NRIs living overseas face several practical challenges while attempting to sell their homes in India and complete all legal requirements, which can take anything from a few days to several weeks. It’s not only tough to plan a long leave, but it also costs a lot of money in terms of travelling.
This is why many NRIs choose to use a Power of Attorney (PoA) to sell their property and appoint someone to handle the property registration processes. However, if you’re a buyer considering a deal over an NRI home property through a POA, there are certain hazards you should be aware of before deciding to take the plunge. Thanks to The Economic times to help us understand the precautions to be taken while buying a property through a POA.

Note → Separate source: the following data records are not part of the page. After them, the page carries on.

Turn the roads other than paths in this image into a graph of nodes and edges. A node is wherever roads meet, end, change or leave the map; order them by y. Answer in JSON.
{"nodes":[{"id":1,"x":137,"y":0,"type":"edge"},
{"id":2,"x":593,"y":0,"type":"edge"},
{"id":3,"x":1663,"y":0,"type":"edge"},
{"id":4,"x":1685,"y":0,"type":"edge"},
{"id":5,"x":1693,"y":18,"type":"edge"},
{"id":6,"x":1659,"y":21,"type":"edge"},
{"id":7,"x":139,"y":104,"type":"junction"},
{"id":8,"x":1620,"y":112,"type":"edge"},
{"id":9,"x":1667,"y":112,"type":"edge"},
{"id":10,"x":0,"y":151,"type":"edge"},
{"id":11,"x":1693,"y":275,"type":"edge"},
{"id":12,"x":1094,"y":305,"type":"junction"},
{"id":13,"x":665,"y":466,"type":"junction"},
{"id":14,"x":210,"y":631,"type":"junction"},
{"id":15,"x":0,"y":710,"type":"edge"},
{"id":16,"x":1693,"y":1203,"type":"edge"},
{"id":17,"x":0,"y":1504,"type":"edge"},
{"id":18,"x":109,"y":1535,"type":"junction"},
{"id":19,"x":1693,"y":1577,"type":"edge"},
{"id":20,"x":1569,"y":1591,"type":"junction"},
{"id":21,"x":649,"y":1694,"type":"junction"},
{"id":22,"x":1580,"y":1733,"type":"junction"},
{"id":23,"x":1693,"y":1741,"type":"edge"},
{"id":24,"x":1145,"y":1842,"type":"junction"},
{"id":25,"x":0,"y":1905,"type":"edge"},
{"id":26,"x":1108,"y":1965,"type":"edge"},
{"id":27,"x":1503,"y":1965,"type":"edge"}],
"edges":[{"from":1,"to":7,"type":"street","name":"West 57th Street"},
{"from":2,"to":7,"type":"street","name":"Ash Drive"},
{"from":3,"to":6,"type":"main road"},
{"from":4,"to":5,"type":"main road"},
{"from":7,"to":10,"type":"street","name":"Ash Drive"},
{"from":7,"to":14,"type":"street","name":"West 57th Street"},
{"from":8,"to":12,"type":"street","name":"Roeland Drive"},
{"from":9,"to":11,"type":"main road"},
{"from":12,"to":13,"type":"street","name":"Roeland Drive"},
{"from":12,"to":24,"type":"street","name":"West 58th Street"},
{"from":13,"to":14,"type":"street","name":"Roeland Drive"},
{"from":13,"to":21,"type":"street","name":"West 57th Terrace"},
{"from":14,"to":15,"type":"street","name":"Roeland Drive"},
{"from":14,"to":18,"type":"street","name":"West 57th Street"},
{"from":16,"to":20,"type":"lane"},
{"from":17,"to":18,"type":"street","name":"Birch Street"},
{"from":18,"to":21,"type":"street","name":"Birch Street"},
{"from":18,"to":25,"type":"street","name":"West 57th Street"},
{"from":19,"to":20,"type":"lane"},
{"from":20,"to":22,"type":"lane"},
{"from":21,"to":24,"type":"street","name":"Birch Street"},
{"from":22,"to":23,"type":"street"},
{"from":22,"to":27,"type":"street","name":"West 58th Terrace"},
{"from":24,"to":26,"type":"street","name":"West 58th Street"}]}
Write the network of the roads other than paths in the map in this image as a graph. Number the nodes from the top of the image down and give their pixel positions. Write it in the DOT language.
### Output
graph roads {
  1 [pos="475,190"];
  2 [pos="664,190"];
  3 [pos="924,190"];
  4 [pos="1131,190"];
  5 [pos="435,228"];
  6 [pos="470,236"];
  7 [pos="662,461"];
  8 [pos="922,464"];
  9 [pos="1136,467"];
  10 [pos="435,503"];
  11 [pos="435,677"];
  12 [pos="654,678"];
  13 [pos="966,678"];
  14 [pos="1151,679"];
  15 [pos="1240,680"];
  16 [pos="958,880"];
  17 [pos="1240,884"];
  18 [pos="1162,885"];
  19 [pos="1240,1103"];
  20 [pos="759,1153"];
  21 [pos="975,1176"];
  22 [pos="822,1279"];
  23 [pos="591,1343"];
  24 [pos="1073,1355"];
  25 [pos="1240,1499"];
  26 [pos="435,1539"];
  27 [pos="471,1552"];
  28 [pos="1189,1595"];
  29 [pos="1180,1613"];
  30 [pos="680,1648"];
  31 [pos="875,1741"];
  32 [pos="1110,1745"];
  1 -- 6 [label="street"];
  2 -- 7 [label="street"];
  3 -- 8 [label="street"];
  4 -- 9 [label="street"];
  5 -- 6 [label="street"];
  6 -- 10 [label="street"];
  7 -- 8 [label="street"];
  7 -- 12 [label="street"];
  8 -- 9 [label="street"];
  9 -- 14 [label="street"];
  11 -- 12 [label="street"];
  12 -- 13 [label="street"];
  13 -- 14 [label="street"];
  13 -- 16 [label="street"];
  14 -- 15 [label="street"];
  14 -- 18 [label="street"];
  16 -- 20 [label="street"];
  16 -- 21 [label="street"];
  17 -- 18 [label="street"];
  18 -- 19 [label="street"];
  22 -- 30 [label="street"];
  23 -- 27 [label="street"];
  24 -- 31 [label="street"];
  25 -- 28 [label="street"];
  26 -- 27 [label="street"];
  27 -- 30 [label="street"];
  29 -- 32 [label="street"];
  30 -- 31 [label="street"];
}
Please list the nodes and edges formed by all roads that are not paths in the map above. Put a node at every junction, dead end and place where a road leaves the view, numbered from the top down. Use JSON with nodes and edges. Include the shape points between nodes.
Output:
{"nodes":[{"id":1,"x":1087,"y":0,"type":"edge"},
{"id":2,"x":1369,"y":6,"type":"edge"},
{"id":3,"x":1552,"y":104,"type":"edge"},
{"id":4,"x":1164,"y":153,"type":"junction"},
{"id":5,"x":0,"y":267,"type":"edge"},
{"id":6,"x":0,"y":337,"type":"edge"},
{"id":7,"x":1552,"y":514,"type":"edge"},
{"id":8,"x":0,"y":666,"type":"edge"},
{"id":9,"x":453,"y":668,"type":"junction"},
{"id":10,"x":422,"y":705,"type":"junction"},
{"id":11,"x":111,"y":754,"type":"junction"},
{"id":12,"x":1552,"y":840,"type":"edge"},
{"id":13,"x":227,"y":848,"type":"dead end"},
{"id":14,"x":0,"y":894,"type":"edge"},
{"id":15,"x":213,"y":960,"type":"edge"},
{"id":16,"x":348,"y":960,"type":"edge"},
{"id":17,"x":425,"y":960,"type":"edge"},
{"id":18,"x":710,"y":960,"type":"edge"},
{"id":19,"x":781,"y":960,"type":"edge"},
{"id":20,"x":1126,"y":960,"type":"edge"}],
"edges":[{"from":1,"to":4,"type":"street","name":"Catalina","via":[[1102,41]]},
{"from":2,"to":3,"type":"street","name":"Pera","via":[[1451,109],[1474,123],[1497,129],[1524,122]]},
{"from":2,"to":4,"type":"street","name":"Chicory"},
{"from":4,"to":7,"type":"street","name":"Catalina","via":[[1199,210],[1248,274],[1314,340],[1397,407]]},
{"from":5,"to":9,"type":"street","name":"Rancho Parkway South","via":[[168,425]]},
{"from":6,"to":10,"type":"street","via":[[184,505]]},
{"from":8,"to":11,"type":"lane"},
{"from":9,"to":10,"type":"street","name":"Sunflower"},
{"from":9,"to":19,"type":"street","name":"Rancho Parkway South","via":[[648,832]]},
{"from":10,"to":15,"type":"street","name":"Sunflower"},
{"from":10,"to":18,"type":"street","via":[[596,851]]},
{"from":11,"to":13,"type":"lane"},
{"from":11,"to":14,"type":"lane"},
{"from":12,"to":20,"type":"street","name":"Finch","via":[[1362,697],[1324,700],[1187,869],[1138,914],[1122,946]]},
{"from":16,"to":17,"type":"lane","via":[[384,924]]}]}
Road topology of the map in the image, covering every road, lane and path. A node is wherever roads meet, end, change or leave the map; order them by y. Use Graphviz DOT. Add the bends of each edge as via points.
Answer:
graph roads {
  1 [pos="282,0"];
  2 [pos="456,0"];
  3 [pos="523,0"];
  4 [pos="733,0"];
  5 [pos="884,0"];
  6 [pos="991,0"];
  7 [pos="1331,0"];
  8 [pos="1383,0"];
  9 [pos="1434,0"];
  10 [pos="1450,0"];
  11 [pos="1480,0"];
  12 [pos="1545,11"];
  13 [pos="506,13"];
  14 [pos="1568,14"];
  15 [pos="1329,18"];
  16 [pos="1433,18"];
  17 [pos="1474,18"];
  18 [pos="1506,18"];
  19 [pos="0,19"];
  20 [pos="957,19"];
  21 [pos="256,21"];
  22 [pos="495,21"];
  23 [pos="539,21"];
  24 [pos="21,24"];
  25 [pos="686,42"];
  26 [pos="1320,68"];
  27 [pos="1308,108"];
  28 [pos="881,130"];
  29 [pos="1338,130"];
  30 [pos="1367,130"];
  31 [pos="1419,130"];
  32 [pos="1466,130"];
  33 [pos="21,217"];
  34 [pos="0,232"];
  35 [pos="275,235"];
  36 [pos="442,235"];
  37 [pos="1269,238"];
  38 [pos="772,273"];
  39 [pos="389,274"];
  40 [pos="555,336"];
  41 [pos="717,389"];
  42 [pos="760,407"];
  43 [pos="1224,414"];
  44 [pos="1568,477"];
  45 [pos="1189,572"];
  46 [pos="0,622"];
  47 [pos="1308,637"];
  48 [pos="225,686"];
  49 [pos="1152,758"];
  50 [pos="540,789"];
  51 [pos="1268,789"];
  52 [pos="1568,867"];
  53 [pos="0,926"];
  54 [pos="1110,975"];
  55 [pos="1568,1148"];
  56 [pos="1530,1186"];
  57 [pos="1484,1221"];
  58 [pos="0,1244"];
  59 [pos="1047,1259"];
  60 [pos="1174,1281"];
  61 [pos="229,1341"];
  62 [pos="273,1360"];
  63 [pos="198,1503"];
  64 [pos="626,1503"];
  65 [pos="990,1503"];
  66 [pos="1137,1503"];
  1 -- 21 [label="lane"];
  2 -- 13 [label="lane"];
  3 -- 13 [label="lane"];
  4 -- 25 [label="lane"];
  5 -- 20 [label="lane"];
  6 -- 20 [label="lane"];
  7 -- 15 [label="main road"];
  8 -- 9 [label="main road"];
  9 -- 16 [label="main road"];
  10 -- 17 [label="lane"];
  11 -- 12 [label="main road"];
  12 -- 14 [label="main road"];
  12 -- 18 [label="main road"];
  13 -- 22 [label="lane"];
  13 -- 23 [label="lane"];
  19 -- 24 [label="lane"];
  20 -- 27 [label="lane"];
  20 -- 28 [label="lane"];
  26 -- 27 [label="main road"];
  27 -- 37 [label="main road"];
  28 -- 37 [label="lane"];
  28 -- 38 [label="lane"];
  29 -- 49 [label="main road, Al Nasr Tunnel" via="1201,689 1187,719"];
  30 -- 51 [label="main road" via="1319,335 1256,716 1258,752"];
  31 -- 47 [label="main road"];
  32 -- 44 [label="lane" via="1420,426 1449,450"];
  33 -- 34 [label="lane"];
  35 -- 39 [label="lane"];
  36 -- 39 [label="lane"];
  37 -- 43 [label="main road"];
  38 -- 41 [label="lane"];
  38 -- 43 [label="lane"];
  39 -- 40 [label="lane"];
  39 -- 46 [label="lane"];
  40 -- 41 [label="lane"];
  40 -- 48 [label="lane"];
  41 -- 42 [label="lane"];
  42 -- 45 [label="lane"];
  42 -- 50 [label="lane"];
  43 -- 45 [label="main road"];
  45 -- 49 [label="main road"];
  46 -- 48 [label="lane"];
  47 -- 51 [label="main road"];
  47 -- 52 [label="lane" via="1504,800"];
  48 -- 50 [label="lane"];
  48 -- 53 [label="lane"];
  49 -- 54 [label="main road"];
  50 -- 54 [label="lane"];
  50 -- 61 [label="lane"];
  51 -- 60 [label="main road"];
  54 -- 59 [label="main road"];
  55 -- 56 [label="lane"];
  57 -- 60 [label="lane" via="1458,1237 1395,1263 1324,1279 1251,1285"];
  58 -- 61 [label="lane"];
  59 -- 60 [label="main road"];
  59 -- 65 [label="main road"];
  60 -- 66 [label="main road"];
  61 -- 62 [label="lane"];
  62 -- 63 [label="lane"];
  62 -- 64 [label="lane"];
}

The Consequences of Using PoA:
Normally, a PoA is signed by someone who is unable to carry out transactions for a number of reasons. For example, if the principal lives overseas, is bedridden, or has any other justifiable cause for being unable to execute his tasks independently.
A PoA, on the other hand, is not an instrument of transfer for any right, title, or interest in immovable property. It is simply the formation of an agency through which a person authorizes another person to act on his behalf and do the activities stated therein. PoA is not a viable method of transferring property since no mutation occurs in the property records. A property transaction has been contested in a number of situations due to flaws or shortcomings in the execution of the PoA by an NRI.
There are four other major conditions to keep a check on.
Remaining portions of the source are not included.